This repository contains all data and recipes for building the systems and replicating the results of our paper How Transformer Revitalizes Character-based Neural Machine Translation: An Investigation on Japanese-Vietnamese Translation Systems, which achieved SOTA results in term of BLEU/RIBES for the Japanese$\leftrightarrow$Vietnamese translation directions.
The data is collected from Globse, TED talks, Asian Language Treebank and Tatoeba corpus. More detailed information about the data, please go to https://github.com/ngovinhtn/JaViCorpus
For all experiments, the corpus was split into training, development (dev2010) and test (tst2010) sets:
| Dataset | Sentences |
|---|---|
| Training Data | 339523 |
| Development | 558 |
| Test | 1,215 |
We compared word-based (sub-word-based) and character-based NMT systems using two architectures: Recurrent-based and Transformer. In order to run our experiments with the NMT frameworks you need to install the libraries that each of the framework requires:
- Recurrent: OpenNMT-py(https://github.com/OpenNMT/OpenNMT-py)

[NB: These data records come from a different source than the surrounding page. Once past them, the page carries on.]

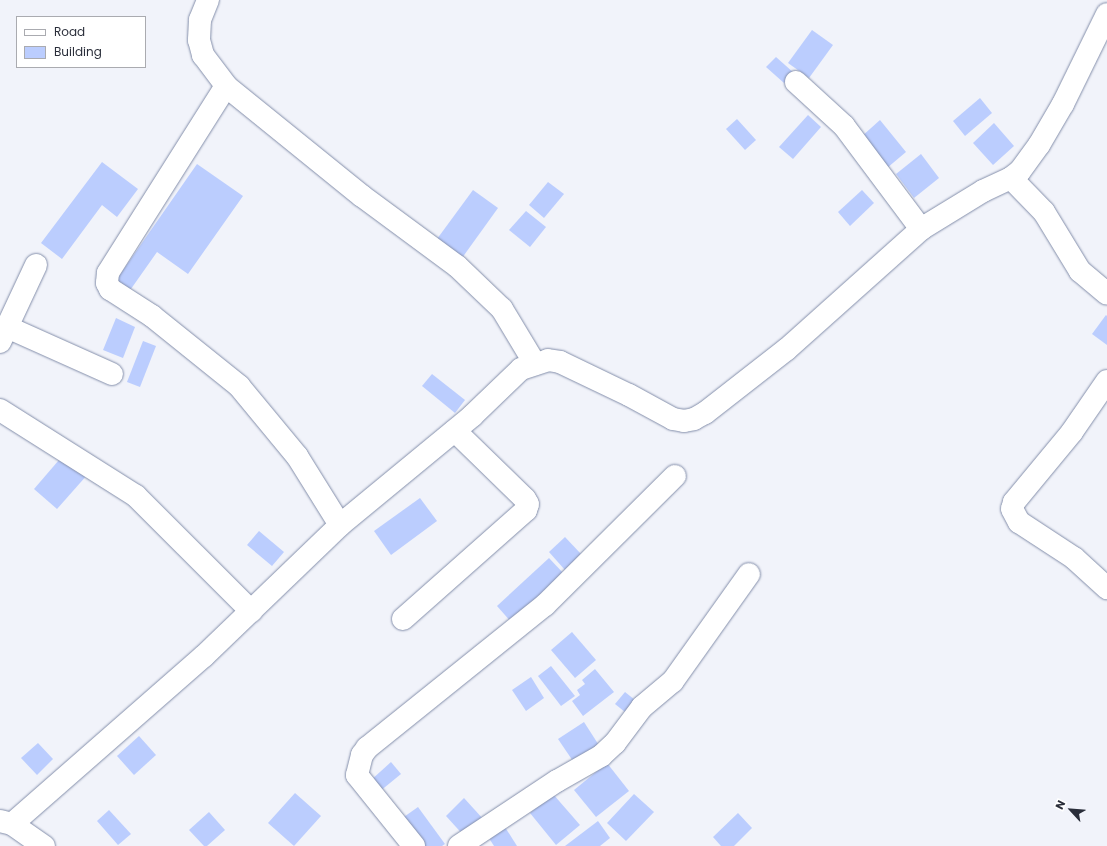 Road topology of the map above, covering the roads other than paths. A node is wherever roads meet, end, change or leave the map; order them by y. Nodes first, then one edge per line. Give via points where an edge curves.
1 (208, 0) edge
2 (1107, 14) edge
3 (796, 82) dead end
4 (226, 86) junction
5 (1011, 178) junction
6 (922, 229) junction
7 (36, 265) dead end
8 (1107, 294) edge
9 (4, 335) edge
10 (535, 364) junction
11 (112, 374) dead end
12 (1107, 381) edge
13 (0, 410) edge
14 (455, 431) junction
15 (675, 476) dead end
16 (340, 524) junction
17 (749, 574) dead end
18 (1107, 588) edge
19 (251, 611) junction
20 (403, 618) dead end
21 (6, 822) edge
22 (44, 846) edge
23 (414, 846) edge
24 (459, 846) edge

1 - 4 street via 200,20 199,40 203,56
2 - 5 street via 1040,144 1020,171
3 - 6 street via 844,126
4 - 10 street via 362,196 457,266 502,309
4 - 16 street via 108,273 107,283 110,289 152,316 239,386 297,456
5 - 6 street via 983,190
5 - 8 street via 1044,212 1080,271
6 - 10 street via 786,349 694,419 673,419 560,362 548,360
7 - 9 street
9 - 11 street
10 - 14 street via 521,369
12 - 18 street via 1072,432 1014,502 1012,509 1018,522 1074,558
13 - 19 street via 136,496
14 - 16 street
14 - 20 street via 528,504 526,510
15 - 23 street via 545,605 365,752 358,765 358,775
16 - 19 street
17 - 24 street via 673,681 642,707 615,743 601,756 557,781
19 - 21 street via 204,656
21 - 22 street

- Transformer: NMTGMinor (https://github.com/quanpn90/NMTGMinor)
We provide the ready-to-train data, but in case if you want to run the preprocessing steps for Japanese and Vietnamese texts, you need the following tools:
- KyTea - for Japanese tokenization and word segmentation
- Pyvi - for Vietnamese word segmentation
- Moses scripts - for Vietnamese tokenization
The steps:
- prepare_data_***.sh - to extract vocabularies and convert the preprocessed texts into pytorch tensors prior to the training process
- train***.sh - train the model
- translate_***.sh - use the trained model to translate new texts.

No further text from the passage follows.